ARGYLE, Texas — Two days after the Supreme Court overturned Roe v. Wade, a 27-year-old woman gave birth to her fourth child, a boy she named Cason. Born after his mother fled domestic violence and was denied an abortion, he was among the first of many post-Roe babies expected in Texas.

“I love my kids and I feel like a really good mom,” said Cason’s mother, who asked to be identified by her first initial, T. “But because of this pregnancy, I couldn’t provide for them.”

One in 10 people of reproductive age in America lives in Texas, which will soon join half of all states banning nearly all abortions. Texas’ conservative leadership has spent decades restricting access to abortion while slashing welfare spending and publicly funded health care. Now even some pro-abortionists say their state is woefully unprepared for a likely surge in birth rates among poor women.

Overturning Rowe “creates a sense of urgency that will now hopefully create the resources. But unfortunately there is this gap,” said Aubrey Schlackman, founder of Blue Haven Ranch, a nonprofit that fights abortion and provides housing and other assistance for T’s family.

“We really want to limit abortion,” Ms. Schlakman continued. “But we personally weren’t ready to handle an influx, and I know so many of the other nonprofits we work with weren’t ready either.”

Texas is one of the most dangerous states in the nation to have a baby. The state’s maternal mortality rate is one of the worst in the country, with black women making up a disproportionate share of deaths. The state’s infant mortality rate, at more than five deaths per thousand births in 2020, translates to nearly 2,000 infant deaths annually.

Texas chose not to expand Medicaid under the Affordable Care Act, which helped lead to hospital closings and the formation of “deserts” in rural areas where OB-GYNs are scarce and prenatal care even scarcer. More than a quarter of women of childbearing age are uninsured, the highest rate in the nation. Medicaid covers low-income women during pregnancy and two months after giving birth, compared to 12 months in most states.

A proposal in the Texas House to extend postpartum coverage to 12 months was shortened to six months by the state Senate. Tens of thousands of children born to low-income parents disappear into waiting lists for subsidized child care.

In September of last year, Texas passed Senate Bill 8, banning abortions for patients with detectable fetal heartbeats, which usually begin at about six weeks. A recent Times analysis shows that abortion rates in Texas have fallen by just 10 percent since the bill passed, as more women travel out of state or order medication abortions through the mail. But poor patients often don’t have these options.

From Opinion: The End of Roe v. Wade

Commentary by Times Opinion writers and columnists on the Supreme Court’s decision to end the constitutional right to abortion.

“If we assume that only 10 percent of women are unable to obtain an abortion, that’s a huge increase in the birth rate,” said Elizabeth Sepper, a law professor at the University of Texas at Austin who studies religious freedom, health care law and equality.

“There is no way there are institutions willing to meet that demand.”

Three years ago, T. was an accountant for a chain of fitness centers. At $36 an hour, it was the highest paying job she ever held. She was proud to become the main breadwinner for her family after her high school partner lost his construction job during the pandemic. But early in her pregnancy with Cason, she developed complications that eventually forced her to quit her job.

The family scrimped, moving into smaller and smaller homes until late last year, when they finally had to move in with her partner’s mother. The couple were unloading their belongings with their young daughter in a stroller nearby when “he snapped at me,” said T. Her partner choked her, she said, until she lost consciousness. When she was revived by a stranger, she had trouble speaking and a ring of bruises around her neck.
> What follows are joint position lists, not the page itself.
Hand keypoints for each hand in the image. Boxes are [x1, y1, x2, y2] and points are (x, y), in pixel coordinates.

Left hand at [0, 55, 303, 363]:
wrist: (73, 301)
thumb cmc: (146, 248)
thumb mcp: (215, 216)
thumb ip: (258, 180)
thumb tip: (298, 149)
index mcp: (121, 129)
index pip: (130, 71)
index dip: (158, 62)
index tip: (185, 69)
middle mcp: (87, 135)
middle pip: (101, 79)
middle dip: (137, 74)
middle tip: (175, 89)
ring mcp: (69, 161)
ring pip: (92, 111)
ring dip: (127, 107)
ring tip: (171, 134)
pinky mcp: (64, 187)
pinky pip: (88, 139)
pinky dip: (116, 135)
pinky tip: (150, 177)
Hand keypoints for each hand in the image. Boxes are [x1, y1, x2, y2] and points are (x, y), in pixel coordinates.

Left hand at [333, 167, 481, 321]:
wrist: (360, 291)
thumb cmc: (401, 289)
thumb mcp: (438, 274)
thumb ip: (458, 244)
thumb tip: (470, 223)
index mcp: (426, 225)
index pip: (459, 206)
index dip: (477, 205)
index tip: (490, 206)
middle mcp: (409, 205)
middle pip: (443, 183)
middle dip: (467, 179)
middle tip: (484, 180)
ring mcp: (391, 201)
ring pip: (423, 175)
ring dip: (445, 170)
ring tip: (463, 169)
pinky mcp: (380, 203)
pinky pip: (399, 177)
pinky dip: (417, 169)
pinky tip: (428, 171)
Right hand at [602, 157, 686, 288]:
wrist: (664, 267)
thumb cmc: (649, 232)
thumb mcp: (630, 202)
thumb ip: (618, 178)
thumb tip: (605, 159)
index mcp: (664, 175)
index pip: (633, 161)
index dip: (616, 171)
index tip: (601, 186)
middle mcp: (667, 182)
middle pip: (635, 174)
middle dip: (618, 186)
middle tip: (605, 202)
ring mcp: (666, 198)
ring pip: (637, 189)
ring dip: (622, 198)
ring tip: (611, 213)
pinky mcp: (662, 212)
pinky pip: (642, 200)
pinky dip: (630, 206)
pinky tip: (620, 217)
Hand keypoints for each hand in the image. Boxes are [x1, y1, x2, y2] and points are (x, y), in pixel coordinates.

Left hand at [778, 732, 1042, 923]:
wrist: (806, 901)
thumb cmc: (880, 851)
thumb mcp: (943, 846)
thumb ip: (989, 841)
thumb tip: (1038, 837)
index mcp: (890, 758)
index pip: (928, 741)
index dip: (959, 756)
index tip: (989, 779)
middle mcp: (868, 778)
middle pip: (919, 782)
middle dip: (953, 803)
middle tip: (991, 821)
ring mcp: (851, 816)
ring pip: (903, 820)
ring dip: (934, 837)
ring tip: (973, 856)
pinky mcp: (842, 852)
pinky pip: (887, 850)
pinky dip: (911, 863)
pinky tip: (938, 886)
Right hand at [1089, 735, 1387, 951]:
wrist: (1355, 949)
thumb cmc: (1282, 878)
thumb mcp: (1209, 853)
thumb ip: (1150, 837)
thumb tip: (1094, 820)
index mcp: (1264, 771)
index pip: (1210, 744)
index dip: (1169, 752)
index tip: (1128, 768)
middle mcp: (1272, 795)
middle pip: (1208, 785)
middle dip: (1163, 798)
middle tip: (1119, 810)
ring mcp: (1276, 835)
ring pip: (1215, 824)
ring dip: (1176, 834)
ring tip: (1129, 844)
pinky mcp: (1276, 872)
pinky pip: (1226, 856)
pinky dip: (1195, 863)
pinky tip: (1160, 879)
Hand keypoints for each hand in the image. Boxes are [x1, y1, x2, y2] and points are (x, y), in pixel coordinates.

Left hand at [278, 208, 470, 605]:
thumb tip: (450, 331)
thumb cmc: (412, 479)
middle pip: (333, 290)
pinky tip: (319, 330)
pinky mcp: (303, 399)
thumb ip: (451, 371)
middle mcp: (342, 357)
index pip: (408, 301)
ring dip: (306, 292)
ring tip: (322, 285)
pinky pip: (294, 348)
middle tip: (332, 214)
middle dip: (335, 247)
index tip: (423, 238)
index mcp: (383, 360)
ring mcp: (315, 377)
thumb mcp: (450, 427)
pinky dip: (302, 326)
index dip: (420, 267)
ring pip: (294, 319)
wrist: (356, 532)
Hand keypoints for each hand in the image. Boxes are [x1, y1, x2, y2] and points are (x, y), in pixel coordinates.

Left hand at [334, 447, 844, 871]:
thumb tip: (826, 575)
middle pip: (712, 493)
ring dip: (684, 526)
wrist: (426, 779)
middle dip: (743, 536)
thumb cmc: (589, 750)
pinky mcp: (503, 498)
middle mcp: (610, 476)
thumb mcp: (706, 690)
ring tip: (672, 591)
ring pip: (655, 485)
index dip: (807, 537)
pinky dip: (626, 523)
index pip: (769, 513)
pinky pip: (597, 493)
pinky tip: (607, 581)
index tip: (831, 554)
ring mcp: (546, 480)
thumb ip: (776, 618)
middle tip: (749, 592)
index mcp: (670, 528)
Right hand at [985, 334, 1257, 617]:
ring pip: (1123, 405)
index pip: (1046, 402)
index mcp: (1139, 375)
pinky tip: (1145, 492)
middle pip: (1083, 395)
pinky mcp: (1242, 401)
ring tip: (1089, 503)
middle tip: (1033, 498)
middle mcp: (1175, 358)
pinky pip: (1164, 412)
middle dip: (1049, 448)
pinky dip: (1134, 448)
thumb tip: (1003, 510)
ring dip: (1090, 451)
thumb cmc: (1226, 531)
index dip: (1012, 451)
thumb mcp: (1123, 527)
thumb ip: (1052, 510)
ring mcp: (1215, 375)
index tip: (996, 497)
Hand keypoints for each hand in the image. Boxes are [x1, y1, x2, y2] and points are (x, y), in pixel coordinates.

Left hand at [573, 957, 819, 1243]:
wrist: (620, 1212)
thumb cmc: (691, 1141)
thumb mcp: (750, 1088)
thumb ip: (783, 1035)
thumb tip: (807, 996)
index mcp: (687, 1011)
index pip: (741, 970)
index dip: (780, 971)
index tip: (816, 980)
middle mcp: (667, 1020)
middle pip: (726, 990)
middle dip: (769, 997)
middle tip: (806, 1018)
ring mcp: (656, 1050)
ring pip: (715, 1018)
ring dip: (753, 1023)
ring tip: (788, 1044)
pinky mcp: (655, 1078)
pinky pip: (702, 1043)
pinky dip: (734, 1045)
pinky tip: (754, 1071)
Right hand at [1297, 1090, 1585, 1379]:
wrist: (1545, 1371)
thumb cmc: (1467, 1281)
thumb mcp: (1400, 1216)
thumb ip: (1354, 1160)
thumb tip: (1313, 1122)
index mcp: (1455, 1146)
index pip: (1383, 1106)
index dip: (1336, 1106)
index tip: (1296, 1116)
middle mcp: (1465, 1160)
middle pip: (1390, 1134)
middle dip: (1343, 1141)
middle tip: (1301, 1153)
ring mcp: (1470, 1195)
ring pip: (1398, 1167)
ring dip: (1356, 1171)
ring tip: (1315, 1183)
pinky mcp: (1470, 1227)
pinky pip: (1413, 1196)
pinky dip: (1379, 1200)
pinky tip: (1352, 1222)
Terrified for her children, she fled the next morning to a domestic violence shelter, she said.

She said she had never wanted an abortion before. But the prospect of raising four small children alone and giving birth alone fills T. with despair. She agonized over the needs of her three children and the victims. “If I do this, I’ll make sure they’re always good, always taken care of,” she said, she remembers thinking.

“It was a very difficult decision, but I felt it was a smart one for me.”

Her sister drove her to Southwest Women’s Surgical Center, an abortion provider in Dallas. But Texas had just passed Senate Bill 8, and providers told T she was about seven weeks pregnant — too far along for an abortion in Texas. Can he travel to New Mexico? In the waiting room, T. was sobbing. Travel was impossible. She had no money and so few childcare options that she had brought her young daughter with her to the meeting. She didn’t know about medical abortion.

T joined his sister who was waiting in the parking lot. She was sitting in the car, distraught, when an anti-abortion “sidewalk consultant” approached.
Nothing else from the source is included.